Burkina Faso : Quand le Capitaine Ibrahim Traoré réveille l’âme de la jeunesse africaine

Il n’a pas hérité d’un trône. Il n’a pas été adoubé par les grandes puissances. À seulement 34 ans, le Capitaine Ibrahim Traoré a choisi de porter sur ses épaules le destin d’un peuple, devenant ainsi peut être le plus jeune chef d’État en exercice au monde. Pour des millions de jeunes Africains qui cherchent des modèles à leur image, ce fils de Bondokuy incarne quelque chose de rare et de précieux : la preuve vivante qu’un Africain peut se lever, refuser la tutelle étrangère et construire autrement.

Ce qui frappe d’abord chez le Président Ibrahim Traoré, c’est la cohérence entre les mots et les actes. Là où d’autres dirigeants promettent la rupture et livrent la continuité, lui a posé des actes concrets dès les premiers mois.
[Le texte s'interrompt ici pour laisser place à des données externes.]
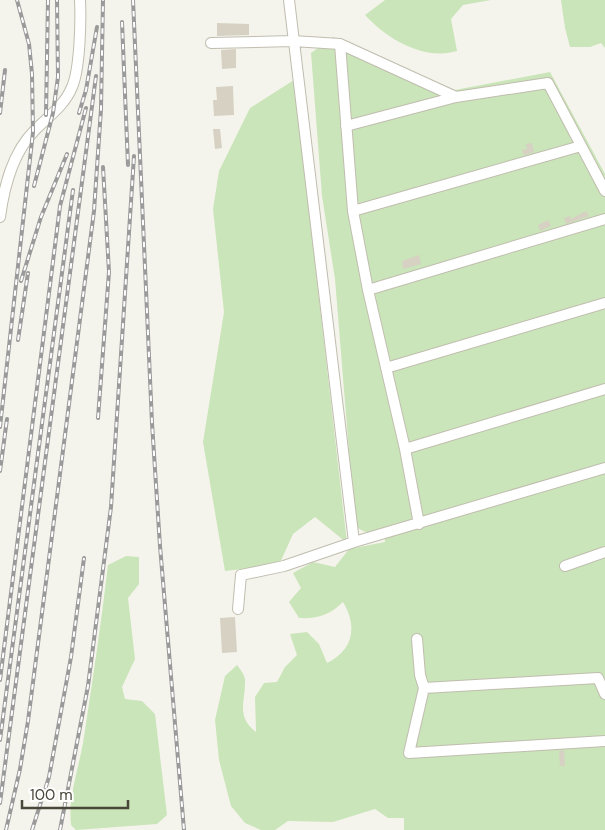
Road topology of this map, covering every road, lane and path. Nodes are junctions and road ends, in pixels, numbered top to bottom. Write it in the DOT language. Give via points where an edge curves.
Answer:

Il a maintenu son salaire de capitaine, annulé l’augmentation salariale des fonctionnaires prévue par son prédécesseur, nationalisé deux mines d’or et cessé les exportations d’or non raffiné vers l’Europe. Des gestes symboliques ? Non. Des signaux politiques forts qui disent à la jeunesse africaine : la dignité ne se négocie pas.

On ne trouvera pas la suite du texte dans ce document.